>>
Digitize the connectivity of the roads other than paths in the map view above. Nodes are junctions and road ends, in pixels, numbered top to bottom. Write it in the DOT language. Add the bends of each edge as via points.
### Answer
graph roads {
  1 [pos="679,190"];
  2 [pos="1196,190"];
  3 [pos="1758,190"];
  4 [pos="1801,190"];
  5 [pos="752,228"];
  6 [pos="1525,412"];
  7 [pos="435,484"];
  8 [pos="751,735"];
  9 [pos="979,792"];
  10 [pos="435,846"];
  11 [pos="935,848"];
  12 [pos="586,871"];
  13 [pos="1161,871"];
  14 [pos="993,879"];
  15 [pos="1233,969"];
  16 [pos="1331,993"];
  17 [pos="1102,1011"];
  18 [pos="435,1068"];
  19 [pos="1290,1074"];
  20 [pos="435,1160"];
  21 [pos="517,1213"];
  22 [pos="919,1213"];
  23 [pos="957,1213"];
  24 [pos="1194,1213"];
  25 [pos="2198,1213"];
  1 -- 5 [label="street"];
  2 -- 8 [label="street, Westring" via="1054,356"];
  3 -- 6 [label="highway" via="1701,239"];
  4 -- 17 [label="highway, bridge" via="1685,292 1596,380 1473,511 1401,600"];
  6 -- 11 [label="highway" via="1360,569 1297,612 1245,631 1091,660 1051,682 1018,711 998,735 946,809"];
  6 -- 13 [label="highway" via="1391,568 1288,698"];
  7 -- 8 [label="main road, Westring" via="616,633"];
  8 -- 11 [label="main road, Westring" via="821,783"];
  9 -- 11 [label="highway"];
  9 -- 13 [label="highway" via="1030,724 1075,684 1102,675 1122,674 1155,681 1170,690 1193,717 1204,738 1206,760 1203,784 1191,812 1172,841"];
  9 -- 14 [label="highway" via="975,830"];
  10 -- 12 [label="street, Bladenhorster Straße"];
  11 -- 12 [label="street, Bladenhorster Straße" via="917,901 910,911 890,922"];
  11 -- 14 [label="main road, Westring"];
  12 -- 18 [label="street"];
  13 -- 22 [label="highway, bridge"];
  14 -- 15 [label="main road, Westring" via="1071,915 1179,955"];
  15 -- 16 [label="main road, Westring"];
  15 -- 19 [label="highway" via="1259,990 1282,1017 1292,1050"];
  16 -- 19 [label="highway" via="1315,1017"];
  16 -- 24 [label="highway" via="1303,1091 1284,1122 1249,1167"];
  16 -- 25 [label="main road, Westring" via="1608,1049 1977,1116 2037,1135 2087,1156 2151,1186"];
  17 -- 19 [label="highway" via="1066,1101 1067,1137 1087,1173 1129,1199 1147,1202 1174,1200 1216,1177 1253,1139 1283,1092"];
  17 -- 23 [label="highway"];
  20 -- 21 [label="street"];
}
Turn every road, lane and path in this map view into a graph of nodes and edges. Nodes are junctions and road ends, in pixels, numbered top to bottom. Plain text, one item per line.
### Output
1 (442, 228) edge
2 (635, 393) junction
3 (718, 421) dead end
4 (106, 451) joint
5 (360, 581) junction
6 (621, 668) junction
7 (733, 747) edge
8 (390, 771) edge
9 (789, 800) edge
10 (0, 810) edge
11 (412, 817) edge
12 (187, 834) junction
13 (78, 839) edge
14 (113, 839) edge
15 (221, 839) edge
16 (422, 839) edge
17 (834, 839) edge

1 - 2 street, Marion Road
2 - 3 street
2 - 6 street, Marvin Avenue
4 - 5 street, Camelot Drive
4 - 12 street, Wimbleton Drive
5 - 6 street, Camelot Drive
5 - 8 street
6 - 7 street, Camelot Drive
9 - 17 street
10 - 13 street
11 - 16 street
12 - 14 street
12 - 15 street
<<
# ASSIGNMENT
Extract every line containing the string "view" from the data above.

# ANSWER SPACE
Digitize the connectivity of the roads other than paths in the map view above. Nodes are junctions and road ends, in pixels, numbered top to bottom. Write it in the DOT language. Add the bends of each edge as via points.
Turn every road, lane and path in this map view into a graph of nodes and edges. Nodes are junctions and road ends, in pixels, numbered top to bottom. Plain text, one item per line.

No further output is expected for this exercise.